The Planet is a Prefix
Nothing in society makes sense except in the light of the planet.
That’s my cult’s slogan.
It was so easy to let the planet disappear into the background or to neglect it altogether. Those days are gone, aren’t they? The carbon revolution has made sure the planet won’t be sidelined. Trotsky wanted us to live in a permanent communist revolution, but the liberation of the proletariat is a footnote to the liberation of carbon, which is the liberation theology that, until recently, united socialists, communists, capitalists, fascists and every other ist.
The carbon revolution exacerbates every other tendency. We’ve never had so many people living together in such close proximity — with so much information and so little knowledge about others. We’ve also never had so many people connected through social media. This new reality will require us all to rethink our relationship with each other and the planet, and will force us to think well beyond terms such as ‘climate justice’ and ‘environmental justice.’ ‘Climate justice’ may already seem to be stretch, but it’s not really. Those who deny the existence of human caused climate change should at least acknowledge that this century will likely see massive suffering due to extreme weather events. It’s only fair to ask rich people to pay a little bit more so that poor countries don’t become uninhabitable. Many people will accept that the claims of unfairness are worth making even if they never do anything about it. Climate justice is within the anthropocentric frame we understand, and within the reach of existing institutions.

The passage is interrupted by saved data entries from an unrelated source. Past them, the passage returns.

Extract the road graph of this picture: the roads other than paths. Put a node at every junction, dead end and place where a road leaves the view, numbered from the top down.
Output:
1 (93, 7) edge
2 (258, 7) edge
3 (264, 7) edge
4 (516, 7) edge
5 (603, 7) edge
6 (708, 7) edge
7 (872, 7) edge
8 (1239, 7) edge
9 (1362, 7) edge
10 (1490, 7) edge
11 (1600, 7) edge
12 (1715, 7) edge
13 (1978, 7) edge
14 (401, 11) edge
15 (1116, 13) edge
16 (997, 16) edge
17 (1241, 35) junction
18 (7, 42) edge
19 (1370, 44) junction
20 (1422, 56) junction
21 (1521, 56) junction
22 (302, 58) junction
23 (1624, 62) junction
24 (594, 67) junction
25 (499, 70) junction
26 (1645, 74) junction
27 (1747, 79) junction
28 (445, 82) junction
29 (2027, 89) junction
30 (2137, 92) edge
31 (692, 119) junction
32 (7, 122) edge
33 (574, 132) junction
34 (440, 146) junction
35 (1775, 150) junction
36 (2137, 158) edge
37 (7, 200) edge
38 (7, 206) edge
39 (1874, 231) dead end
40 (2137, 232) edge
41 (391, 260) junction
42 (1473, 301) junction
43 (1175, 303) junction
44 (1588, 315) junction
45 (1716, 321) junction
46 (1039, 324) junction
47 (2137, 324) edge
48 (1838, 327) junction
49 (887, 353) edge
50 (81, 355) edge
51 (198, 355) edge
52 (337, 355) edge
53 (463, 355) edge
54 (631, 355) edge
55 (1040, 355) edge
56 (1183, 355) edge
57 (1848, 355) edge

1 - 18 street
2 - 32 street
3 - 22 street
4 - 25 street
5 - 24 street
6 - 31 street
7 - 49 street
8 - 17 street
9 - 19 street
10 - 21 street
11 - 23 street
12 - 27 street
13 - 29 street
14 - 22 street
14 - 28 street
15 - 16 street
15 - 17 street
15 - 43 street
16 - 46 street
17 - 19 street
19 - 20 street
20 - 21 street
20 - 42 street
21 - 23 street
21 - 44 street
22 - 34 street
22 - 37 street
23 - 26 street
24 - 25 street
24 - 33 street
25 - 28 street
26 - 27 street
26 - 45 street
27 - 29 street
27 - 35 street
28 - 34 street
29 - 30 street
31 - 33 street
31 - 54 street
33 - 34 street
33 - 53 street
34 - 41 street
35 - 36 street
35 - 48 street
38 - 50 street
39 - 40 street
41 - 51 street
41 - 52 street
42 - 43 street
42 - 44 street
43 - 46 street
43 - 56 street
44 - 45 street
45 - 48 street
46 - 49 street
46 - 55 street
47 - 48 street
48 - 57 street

I am talking about a much larger expansion of the concept of governance. We are entering an era of existential politics, where the current obsessions of government such as taxes are going to be replaced by the elemental obsessions of air, water, food, heat & climate. This year’s summer in South Asia is a good example - when it’s so hot that you can’t think or work or do anything, you have a very different idea of what it is to order society than before.
The history of the world has seen many different forms of government, from monarchies to totalitarian states, from republics to military dictatorships. But not a single one of them said: let’s invite rivers to the house and oceans to the senate. Can you imagine? I don’t need to tell you that a politics in which oceans and glaciers get a vote will be radically different from our current one. Existential politics will completely transform our idea of society in the light of the planet; in fact, we will need to rework the basic categories through which we experience the social — history, freedom, production and most importantly, the category human.
Take anything we do and add a planetary- in front of it and see what happens. It’s a known sleight of hand. Behavioral economics and behavioral finance shift our practice of economics and finance. Planetary economics and planetary finance will do the same.
It’s exciting to go back to the past and reread them as planetary history. For example: all of us know that horses and other carriage animals were replaced by automobiles. But did we ever stop to think that horses and sheep and pigs were laborers, and of course, once you think about them as fellow laborers, you can also entertain the thought that they deserve the same solidarity that human laborers receive.
We talk about the alienation of human labor from its products, but what about the alienation of human labor from animal labor? How much have we lost because we have stopped working with beings of other species? How much do we have to gain by designing new urban spaces that allow other species as first class citizens? Of course, we could have studied the same questions within environmental history. Is the ‘planet’ necessary as a prefix? Why not be satisfied with the environment? I don’t have a good answer yet, but my instincts say that the bigger tent is the better tent.
Scholars such as Jason Moore working on ‘World Ecology’ are reframing Capitalism as a way of ordering nature, which restated in theological terms says: if the planet is the god, then capitalism is a false form of worship, i.e., our way of mirroring nature in machines in order to extract profit is Satanic. And of course, it’s the exhaust from these machines that’s the underlying cause of climate change.
Of course, once we start the planetary reconstruction, why stop with the industrial revolution? Why not look at our agrarian past and present through the lens of the planet, since the intensive farming of the land and the oceans is the biggest source of ecological damage? Once we put on our planetary glasses, it’s hard not to see the misshapen nature of the spaces we inhabit.
So much for the ‘what’ that’s transformed by adding a planetary prefix; now for the ‘how.’ If there’s one recent technology that’s changed how we organize the world, computing has to be it, with the internet being its most dramatic avatar and the metaverse its fullest imagination.
Does the internet make sense only in the light of the planet?
Here too, I don’t have answers, only instincts. If the planet is a being of beings, then one way to grasp the planet is through those beings. Conversely, as long as we are only human beings, we run the risk of seeing every other being as a resource for our profit making enterprise. It’s only when we see the world from their point of view can we truly empathize with them. Here likes an opportunity that’s both scientific and artistic. Modern literature, especially the novel, helps us inhabit the minds of people who are otherwise quite different from us. The formal apparatus of rights and laws needs a literate population who shares an imaginative commons. The internet - on its good days - helps us extend that commons to people across the world. What if that commons extended to the non-human world? Just as pointing a telescope at the heavens expanded our picture of the universe, pointing the metaverse at other beings will expand our picture of beings and Being.
Who wouldn’t want to be a blue whale for a day?
In short: embracing the planetary as a universal prefix will require a massive cognitive effort on our part, completely transform what it is to be human and spur the development of technologies and imaginations that are still at a nascent stage.